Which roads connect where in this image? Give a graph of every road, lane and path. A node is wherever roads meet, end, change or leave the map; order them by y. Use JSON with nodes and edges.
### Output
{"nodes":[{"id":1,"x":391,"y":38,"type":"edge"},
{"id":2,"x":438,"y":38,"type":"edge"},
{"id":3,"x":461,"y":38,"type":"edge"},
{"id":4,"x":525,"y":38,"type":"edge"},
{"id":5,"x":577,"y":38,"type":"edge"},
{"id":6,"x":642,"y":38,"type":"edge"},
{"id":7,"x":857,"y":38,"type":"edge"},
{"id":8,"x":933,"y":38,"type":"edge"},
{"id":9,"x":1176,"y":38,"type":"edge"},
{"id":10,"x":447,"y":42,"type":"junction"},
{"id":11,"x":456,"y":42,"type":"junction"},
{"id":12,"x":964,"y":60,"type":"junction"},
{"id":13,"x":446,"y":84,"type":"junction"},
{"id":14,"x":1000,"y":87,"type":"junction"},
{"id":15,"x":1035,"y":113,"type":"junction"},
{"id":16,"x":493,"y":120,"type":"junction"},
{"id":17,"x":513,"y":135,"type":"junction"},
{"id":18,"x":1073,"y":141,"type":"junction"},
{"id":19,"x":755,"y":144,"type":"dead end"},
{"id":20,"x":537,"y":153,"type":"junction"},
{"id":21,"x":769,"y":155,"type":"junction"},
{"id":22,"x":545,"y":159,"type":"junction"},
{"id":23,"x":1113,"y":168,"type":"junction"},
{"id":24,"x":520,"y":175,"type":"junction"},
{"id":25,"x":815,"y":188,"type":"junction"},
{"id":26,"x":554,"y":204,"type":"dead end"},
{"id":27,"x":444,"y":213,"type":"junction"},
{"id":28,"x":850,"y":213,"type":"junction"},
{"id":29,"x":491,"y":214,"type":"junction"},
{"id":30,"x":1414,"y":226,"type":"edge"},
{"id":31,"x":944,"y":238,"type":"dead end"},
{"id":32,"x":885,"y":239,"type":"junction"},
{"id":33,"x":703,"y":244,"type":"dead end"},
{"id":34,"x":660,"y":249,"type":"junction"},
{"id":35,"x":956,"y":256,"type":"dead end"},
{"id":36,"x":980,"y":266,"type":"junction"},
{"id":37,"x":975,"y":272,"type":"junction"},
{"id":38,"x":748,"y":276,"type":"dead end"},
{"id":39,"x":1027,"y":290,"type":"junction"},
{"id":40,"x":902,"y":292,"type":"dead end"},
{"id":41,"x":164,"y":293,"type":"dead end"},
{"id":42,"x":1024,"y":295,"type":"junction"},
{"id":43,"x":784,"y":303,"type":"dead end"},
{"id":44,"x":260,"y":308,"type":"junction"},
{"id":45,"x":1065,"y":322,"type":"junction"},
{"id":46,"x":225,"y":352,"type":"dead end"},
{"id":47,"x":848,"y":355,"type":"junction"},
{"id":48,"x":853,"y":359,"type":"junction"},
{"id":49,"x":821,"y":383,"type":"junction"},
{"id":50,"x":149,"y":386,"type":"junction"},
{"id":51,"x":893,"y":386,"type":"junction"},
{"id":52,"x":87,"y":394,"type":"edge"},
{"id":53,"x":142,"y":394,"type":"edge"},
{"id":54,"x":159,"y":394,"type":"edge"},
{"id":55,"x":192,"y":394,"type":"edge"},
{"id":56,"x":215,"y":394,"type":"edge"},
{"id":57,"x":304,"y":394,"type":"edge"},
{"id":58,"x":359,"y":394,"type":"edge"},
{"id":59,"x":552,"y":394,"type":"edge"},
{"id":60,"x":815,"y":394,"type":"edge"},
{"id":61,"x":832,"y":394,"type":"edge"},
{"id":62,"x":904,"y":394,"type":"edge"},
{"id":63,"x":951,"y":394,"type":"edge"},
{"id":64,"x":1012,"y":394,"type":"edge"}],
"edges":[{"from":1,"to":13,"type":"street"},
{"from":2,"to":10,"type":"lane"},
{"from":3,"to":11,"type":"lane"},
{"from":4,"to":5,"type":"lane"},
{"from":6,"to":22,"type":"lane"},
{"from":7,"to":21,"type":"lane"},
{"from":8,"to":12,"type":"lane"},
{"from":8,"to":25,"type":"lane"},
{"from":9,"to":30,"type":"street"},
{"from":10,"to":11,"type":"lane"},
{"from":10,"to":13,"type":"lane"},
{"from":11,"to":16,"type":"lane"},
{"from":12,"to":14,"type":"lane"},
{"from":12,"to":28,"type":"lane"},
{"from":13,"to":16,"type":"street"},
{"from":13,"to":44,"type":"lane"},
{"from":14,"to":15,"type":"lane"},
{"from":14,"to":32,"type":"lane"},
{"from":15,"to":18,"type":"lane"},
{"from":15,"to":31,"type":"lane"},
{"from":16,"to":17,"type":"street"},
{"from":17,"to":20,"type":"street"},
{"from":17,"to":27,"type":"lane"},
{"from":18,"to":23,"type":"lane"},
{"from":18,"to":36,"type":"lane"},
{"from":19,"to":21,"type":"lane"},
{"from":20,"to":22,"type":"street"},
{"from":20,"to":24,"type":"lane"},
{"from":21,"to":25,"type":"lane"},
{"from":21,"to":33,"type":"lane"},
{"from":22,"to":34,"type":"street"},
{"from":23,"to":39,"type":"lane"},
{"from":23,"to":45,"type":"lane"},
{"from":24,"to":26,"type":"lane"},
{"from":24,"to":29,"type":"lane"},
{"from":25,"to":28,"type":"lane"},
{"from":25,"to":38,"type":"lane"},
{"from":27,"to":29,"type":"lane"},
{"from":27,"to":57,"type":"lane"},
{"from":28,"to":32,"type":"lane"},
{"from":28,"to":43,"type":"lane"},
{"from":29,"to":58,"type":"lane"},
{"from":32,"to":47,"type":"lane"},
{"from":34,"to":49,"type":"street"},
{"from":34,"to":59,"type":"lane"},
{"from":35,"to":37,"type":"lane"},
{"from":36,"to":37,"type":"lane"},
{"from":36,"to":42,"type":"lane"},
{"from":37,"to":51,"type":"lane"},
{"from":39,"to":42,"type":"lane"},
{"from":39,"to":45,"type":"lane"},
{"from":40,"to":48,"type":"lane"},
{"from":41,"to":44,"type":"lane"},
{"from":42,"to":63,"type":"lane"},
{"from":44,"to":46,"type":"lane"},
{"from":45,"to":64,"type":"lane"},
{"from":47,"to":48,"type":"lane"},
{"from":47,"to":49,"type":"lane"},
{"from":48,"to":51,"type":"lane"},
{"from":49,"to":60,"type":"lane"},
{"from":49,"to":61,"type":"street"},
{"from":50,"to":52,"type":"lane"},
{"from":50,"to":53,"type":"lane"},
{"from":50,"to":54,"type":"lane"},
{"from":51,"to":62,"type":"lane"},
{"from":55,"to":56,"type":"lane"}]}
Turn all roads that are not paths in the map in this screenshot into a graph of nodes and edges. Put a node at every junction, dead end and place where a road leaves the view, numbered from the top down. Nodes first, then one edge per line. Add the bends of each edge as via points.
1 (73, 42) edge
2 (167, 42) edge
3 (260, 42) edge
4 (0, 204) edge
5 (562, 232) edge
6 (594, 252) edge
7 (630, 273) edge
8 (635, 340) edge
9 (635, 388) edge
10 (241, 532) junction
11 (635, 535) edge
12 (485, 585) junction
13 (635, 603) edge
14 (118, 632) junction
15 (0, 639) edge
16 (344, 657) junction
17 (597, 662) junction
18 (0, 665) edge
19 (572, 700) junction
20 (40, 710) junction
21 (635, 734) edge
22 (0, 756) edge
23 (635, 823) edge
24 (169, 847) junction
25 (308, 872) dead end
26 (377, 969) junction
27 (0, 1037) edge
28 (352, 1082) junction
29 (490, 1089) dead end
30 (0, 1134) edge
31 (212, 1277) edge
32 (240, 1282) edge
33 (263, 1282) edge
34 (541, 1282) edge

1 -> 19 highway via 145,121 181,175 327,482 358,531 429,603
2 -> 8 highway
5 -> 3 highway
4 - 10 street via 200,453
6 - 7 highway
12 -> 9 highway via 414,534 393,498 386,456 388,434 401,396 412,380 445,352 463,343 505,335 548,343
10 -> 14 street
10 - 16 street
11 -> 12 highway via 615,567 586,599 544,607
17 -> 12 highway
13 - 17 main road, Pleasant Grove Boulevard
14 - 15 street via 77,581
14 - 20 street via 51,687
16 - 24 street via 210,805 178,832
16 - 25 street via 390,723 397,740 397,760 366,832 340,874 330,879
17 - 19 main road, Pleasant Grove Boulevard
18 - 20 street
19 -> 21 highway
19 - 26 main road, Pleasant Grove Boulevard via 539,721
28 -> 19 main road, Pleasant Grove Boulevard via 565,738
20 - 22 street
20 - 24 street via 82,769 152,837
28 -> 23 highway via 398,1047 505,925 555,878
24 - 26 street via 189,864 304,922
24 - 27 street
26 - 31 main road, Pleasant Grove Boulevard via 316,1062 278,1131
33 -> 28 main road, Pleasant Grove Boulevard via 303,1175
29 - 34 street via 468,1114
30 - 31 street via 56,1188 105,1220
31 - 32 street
========================
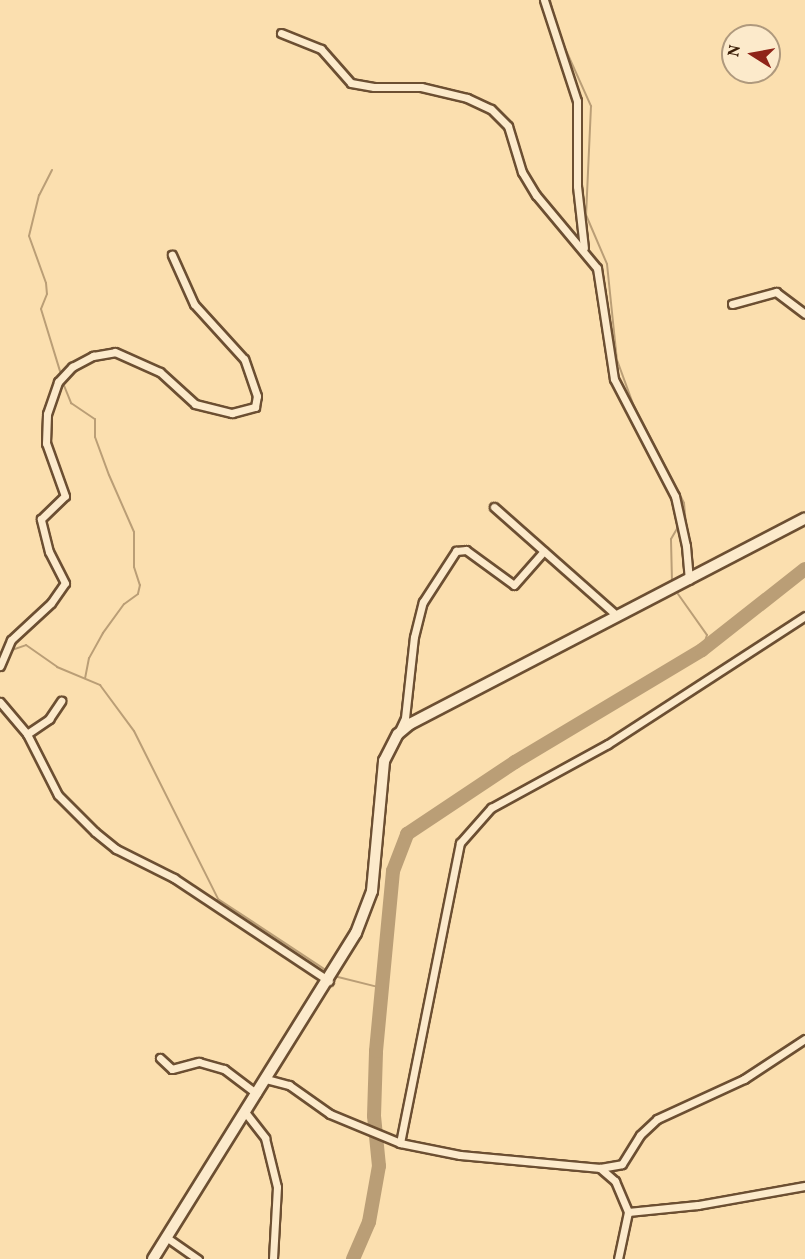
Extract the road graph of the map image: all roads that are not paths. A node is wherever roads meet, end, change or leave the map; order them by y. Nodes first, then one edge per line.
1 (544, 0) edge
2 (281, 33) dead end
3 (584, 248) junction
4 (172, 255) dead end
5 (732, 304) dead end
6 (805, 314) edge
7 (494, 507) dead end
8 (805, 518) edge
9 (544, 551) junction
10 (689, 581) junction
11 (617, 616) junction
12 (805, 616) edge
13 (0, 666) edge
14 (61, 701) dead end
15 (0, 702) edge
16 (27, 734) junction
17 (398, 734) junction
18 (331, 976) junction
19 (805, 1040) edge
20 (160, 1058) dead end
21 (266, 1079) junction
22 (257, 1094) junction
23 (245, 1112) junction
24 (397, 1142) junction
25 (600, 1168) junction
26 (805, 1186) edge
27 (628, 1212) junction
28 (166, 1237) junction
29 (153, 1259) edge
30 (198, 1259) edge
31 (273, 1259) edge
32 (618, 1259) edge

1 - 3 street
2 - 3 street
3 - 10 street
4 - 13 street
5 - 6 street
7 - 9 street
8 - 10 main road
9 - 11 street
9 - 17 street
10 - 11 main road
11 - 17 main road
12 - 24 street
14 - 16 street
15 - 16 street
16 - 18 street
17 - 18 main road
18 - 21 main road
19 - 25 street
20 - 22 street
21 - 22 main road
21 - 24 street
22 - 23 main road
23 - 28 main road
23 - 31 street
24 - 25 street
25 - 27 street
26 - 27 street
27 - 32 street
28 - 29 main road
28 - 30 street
========================
A single number, please: how many lines in the data above contain the string "order"?

2